Для Курта Тони находил некоторое извинение. Он безучастный пустозвон, по его мнению, история с оборотнем всего лишь шутка. Он не замечал ее серьезной стороны. Курт и на этот раз скользнул мимо, как на санках.
— Сейчас хлеба на полях поспели, а мы сидим, в тени, как бездельники… Люди молотят, почернели на солнце, так и вижу, как их жажда одолевает наверху, на стогах или на молотилке… Прямо режет их жажда, и они прыгают вниз и пьют воду, как одурелые. Девеселец, ты человек умный, жаль мне тебя, если нам в спину влепят по заряду… Потому что таких, как нас, дураков еще хватит, чтоб молотить… Да нет, черт возьми, выберемся мы отсюда, не такие уж они смышленые, чтоб отправить нас на тот свет… Я думаю, он потому и сказал, будто нас прикончит, что боится, как бы не пришли ночью русские и не выпустили бы нас, а мы его схватим и где-нибудь прижмем. Выкрутимся, не бойтесь, — говорил Ристя, все еще глядя в окно. — Эх, а когда разрезаешь связки снопов и тебя колют колосья… И случается, найдешь в них и ежевику — черную, крупную, точно сосок у девушки…
Ристя сел на пол и начал гнусаво петь, подражая попу. Тони понял, что он хотел их развеселить.

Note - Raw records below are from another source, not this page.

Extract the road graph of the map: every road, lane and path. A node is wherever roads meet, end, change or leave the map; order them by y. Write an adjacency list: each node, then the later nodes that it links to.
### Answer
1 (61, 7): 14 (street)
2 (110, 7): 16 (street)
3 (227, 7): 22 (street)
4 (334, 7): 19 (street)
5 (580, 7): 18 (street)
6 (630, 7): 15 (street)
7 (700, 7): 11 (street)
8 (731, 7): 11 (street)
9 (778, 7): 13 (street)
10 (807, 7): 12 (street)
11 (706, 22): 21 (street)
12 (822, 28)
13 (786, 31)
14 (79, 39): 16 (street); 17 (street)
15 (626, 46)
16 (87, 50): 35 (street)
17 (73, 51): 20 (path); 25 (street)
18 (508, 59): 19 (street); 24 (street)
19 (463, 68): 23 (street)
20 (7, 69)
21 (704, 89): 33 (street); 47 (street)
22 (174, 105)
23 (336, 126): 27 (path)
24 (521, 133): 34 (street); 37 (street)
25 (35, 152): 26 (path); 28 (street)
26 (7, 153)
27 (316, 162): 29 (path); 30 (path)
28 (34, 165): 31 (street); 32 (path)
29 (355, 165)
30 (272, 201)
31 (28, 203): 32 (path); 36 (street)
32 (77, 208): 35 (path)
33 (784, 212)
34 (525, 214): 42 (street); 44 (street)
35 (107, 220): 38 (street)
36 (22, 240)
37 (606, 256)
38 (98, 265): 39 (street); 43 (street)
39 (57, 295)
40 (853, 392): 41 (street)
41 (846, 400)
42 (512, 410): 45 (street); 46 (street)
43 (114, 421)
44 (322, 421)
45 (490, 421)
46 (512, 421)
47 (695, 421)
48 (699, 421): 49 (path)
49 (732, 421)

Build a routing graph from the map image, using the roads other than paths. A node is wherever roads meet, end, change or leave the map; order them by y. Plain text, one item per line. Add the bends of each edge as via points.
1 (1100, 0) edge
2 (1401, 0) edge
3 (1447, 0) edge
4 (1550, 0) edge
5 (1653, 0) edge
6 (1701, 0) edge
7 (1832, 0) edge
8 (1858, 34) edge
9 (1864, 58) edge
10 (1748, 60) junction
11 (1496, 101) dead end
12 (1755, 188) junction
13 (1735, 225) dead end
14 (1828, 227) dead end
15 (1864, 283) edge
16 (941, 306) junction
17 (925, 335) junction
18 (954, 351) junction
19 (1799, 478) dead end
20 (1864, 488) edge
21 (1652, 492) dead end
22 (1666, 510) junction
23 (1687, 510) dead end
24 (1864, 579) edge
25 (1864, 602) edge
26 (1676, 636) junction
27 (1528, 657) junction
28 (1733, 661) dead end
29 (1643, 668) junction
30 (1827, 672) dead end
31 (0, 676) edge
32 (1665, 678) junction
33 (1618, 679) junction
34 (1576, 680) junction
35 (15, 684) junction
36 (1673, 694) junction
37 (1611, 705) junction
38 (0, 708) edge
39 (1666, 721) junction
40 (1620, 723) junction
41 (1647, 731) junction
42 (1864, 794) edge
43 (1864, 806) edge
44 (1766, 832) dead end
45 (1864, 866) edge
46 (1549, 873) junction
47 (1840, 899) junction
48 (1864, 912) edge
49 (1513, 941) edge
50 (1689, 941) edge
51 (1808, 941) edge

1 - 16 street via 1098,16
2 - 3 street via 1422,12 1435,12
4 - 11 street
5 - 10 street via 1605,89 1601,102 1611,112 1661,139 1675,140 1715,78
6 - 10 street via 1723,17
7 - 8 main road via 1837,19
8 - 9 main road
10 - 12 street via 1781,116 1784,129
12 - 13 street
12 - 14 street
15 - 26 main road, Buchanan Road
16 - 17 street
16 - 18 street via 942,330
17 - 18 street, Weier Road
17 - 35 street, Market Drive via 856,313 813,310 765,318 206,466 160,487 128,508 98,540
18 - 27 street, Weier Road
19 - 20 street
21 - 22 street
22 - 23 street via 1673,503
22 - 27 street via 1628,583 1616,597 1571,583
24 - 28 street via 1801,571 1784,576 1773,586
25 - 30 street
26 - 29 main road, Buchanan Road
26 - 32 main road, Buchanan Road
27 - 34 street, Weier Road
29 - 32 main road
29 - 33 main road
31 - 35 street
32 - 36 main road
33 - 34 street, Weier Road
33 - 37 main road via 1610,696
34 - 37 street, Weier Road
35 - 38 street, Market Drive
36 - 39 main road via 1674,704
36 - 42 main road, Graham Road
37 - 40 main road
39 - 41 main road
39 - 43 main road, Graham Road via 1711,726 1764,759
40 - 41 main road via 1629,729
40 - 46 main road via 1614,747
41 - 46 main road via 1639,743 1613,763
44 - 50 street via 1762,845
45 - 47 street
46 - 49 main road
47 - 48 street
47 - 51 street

В полдень явился свежевыбритый Курт.
— Тони, — сказал он, — представь себе, осел сформулировал потрясающий повод: он говорит, что ты составил заговор против германского государства. То есть против него. Он великолепен. До сих пор у него было впечатление, что организатор заговора я. Я узнал, что он намеревался избавиться от меня, при возможности послать меня на передовую. Теперь его охватила любовь ко мне. Он говорит, что я умница. Осел, разве он понимает, что такое умница?